- WHAT IS NEEDED
Among the entries below, one stretch runs from the line that contains "index tip: (1111, 723)" through the line that contains "ring pip: (1168, 664)". Repeat that stretch exactly, ends included, and only that.

Top of DATA TO PROCESS

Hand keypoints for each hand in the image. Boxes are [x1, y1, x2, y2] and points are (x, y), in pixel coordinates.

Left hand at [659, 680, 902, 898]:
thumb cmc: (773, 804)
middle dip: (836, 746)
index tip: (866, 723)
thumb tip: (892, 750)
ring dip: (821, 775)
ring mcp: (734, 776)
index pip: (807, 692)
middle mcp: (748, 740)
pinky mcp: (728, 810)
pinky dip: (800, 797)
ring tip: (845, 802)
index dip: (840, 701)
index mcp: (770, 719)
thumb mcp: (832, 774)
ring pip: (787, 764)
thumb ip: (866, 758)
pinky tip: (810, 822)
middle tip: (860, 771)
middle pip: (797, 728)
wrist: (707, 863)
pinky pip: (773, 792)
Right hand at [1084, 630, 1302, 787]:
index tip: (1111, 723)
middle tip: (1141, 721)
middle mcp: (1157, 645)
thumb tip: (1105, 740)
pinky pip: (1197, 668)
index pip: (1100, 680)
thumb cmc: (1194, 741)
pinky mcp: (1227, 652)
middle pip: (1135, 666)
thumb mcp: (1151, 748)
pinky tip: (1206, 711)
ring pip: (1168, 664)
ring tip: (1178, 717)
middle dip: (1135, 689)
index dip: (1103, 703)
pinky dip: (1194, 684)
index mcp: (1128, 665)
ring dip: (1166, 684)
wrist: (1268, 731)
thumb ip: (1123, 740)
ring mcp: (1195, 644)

Bottom of DATA TO PROCESS
Top of DATA TO PROCESS

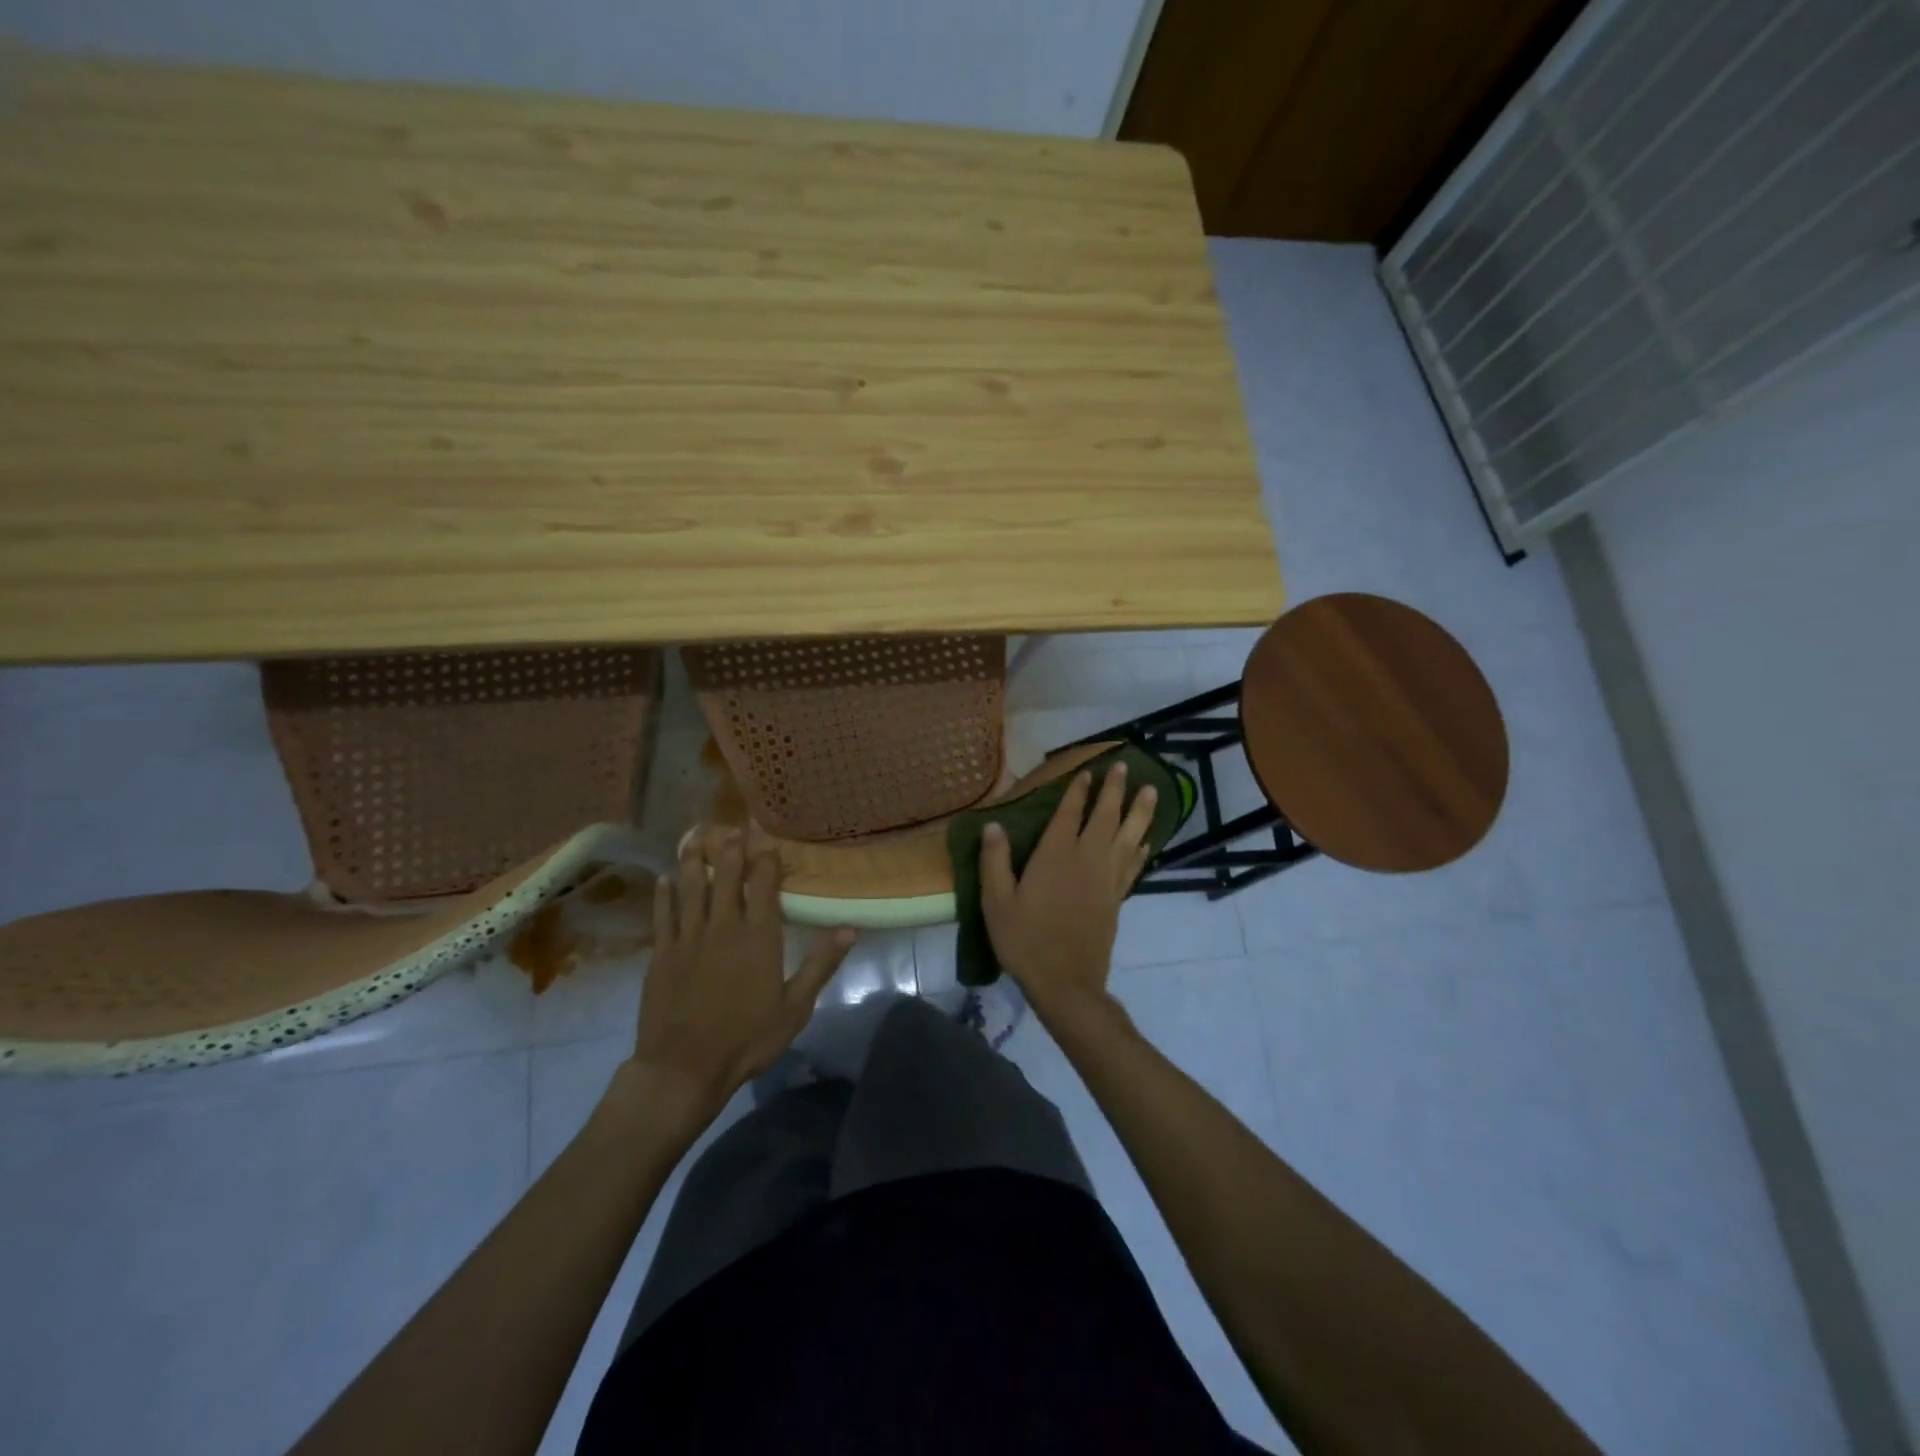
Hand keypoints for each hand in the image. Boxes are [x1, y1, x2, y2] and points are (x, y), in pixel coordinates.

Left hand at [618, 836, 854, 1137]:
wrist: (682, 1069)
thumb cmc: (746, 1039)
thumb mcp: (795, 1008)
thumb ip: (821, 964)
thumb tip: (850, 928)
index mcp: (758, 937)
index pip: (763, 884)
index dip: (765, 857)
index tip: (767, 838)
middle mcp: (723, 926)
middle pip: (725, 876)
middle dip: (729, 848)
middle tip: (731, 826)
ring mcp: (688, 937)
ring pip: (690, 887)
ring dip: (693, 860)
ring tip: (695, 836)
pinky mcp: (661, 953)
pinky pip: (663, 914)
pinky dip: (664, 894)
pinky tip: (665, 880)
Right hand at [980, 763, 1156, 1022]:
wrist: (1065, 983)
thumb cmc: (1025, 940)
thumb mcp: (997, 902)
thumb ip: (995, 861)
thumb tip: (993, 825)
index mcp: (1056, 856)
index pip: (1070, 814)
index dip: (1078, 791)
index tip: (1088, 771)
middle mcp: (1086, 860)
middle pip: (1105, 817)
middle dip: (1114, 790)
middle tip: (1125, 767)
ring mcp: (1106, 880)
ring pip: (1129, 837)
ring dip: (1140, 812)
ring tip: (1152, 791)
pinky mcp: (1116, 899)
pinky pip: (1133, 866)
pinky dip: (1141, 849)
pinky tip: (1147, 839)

Bottom of DATA TO PROCESS

- ANSWER SPACE
index tip: (1111, 723)
middle tip: (1141, 721)
middle mcp: (1157, 645)
thumb tip: (1105, 740)
pinky pip: (1197, 668)
index pip: (1100, 680)
thumb cmc: (1194, 741)
pinky mcp: (1227, 652)
middle pip: (1135, 666)
thumb mcp: (1151, 748)
pinky tip: (1206, 711)
ring pip: (1168, 664)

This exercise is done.